Mais aussitôt s’élèvent les protestations de ceux qui prétendent réserver aux seules langues nationales le privilège, on pourrait presque dire le monopole de la littérature. Nous voulons bien, disent-ils, reconnaître l’utilité de l’Esperanto, nous intéresser même à son avenir, mais à la condition expresse qu’il reste une langue purement commerciale et scientifique, exclusivement bornée à des usages pratiques ; nous le combattrions résolument s’il devait afficher la moindre prétention littéraire. La littérature doit rester le domaine intangible des langues nationales ; car seules ces langues, œuvres des races et des siècles, peuvent exprimer fidèlement le génie d’une nation ou d’une époque.

Ainsi tout à l’heure on rejetait l’Esperanto, parce qu’il n’était pas et ne pouvait pas être une langue littéraire ; on le rejetterait maintenant par crainte qu’il pût un jour le devenir. Comme il est donc malaisé de contenter tout le monde !

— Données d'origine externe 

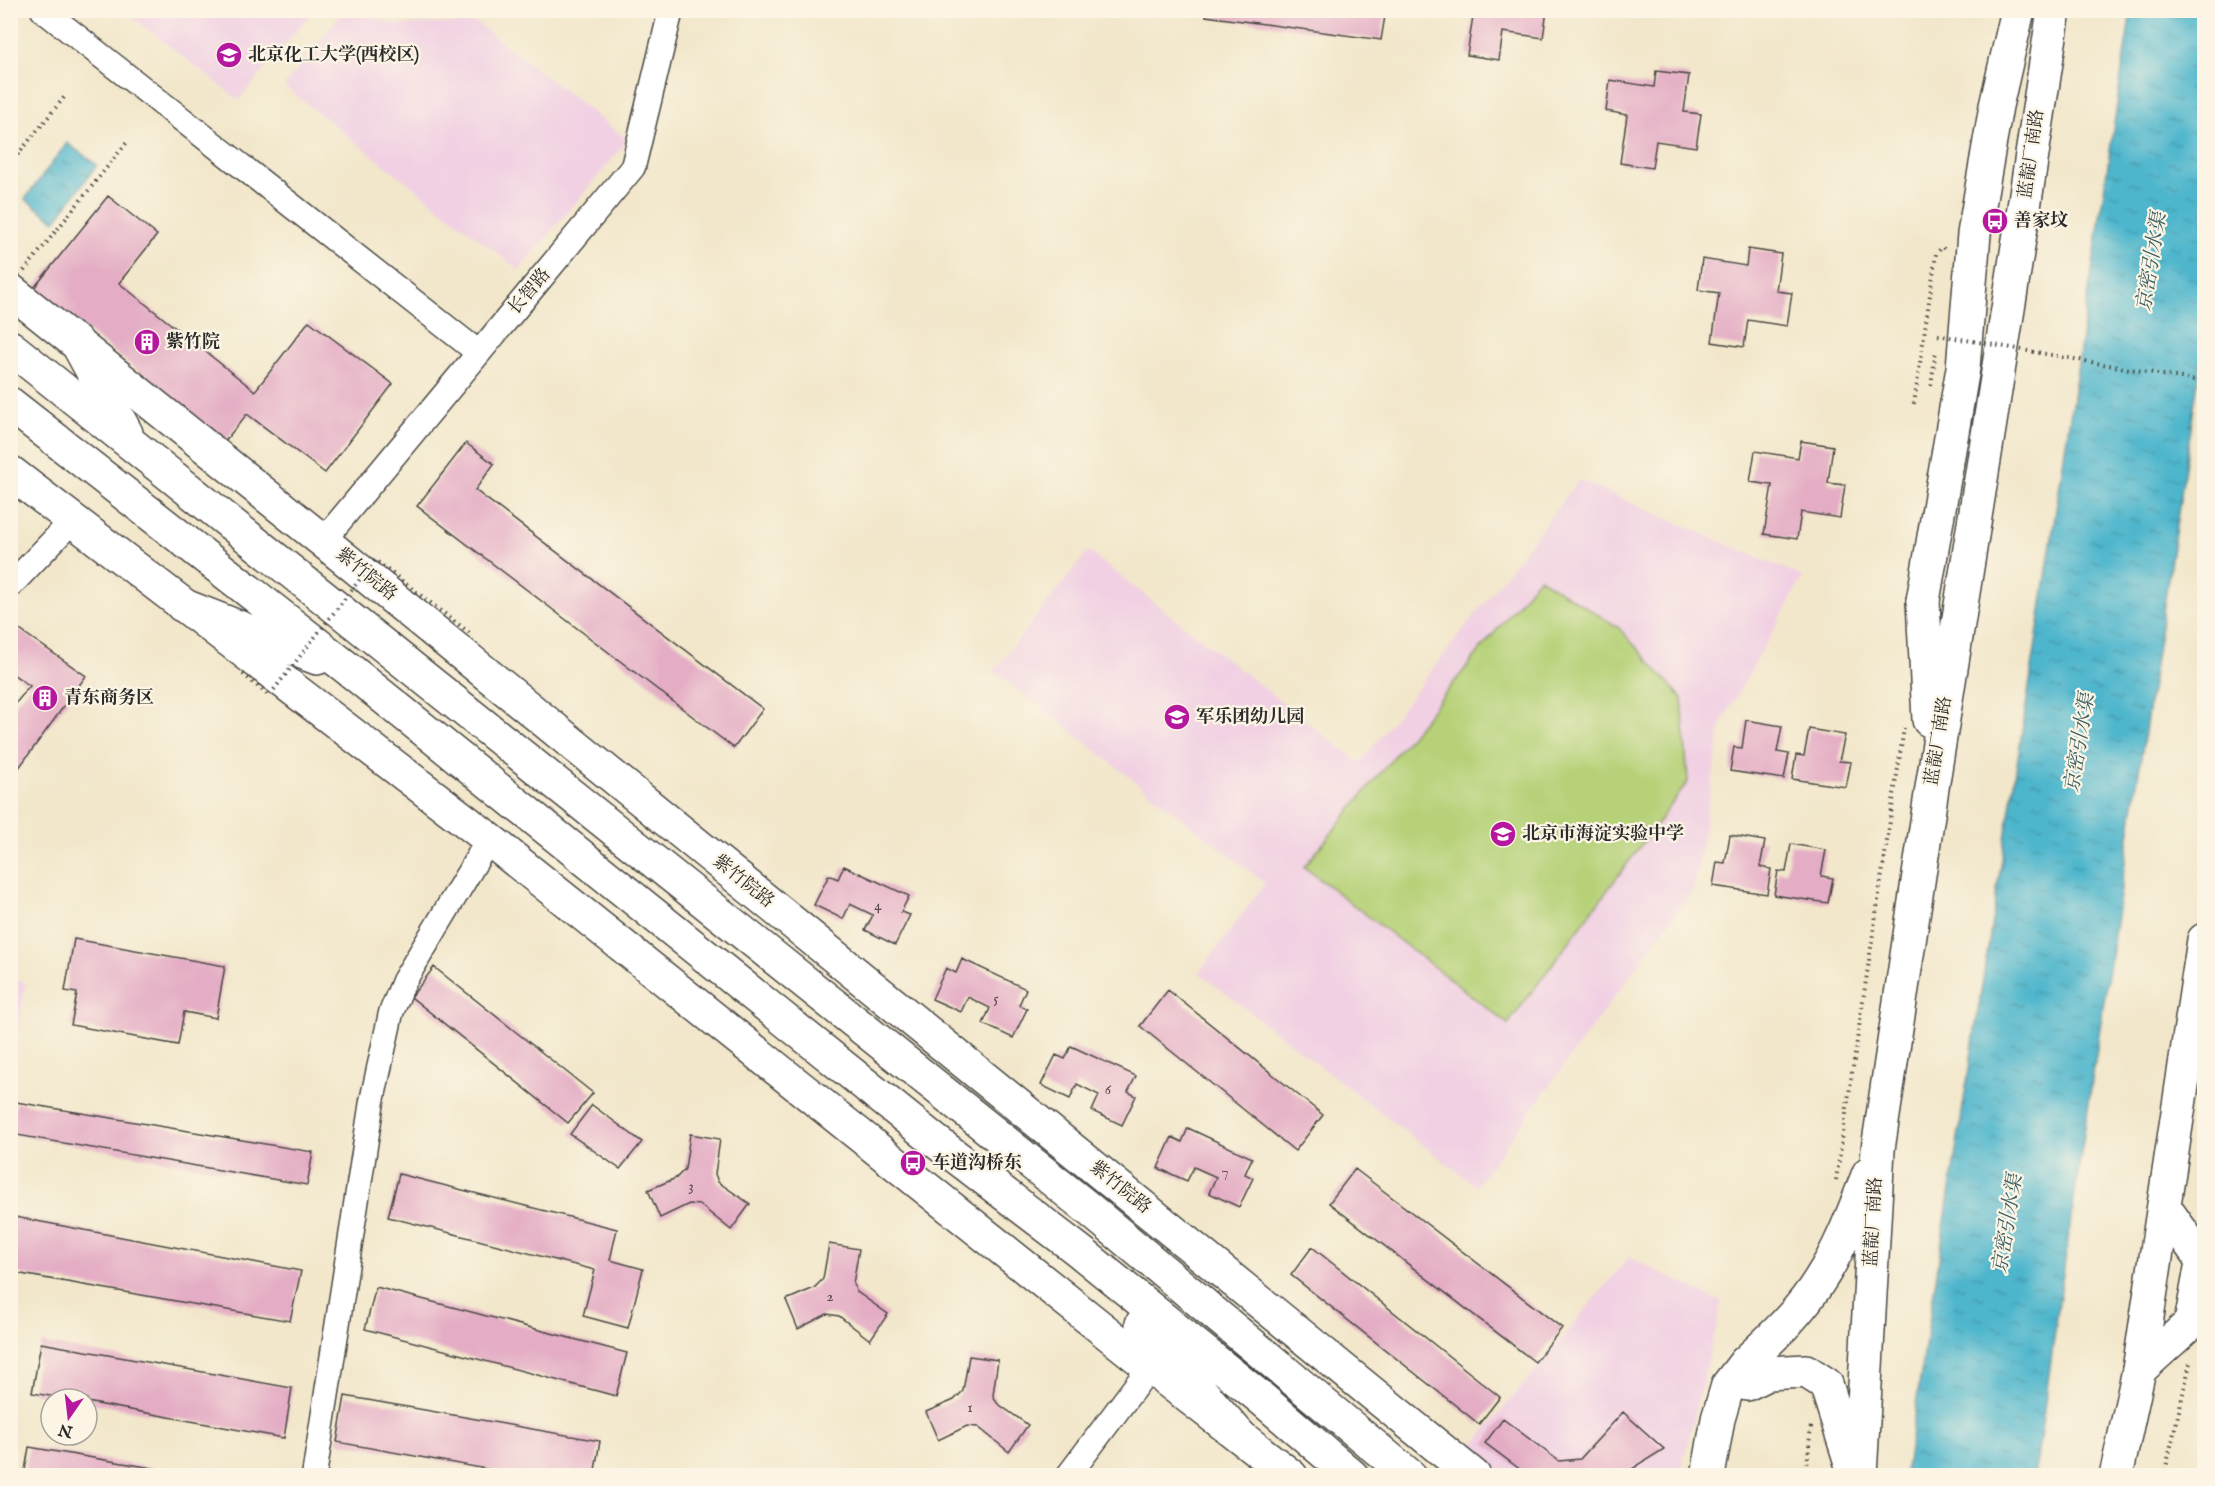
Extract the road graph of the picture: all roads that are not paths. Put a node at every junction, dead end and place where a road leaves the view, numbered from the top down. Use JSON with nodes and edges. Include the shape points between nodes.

Il est bien certain que l’Esperanto n’a pas été créé pour servir à la littérature, pas plus d’ailleurs qu’aucune des langues pour lesquelles on semble redouter aujourd’hui sa concurrence ; et pendant bien longtemps encore sa principale, sa seule utilité sera de faciliter les relations internationales sur le terrain du commerce, de la science et de la vie pratique en général. Mais pourquoi lui interdire a priori tout autre rôle, ou pour mieux dire, pourquoi défendre à l’humanité de s’en servir pour d’autres usages, s’il lui en offre la possibilité et si elle en éprouve le besoin ?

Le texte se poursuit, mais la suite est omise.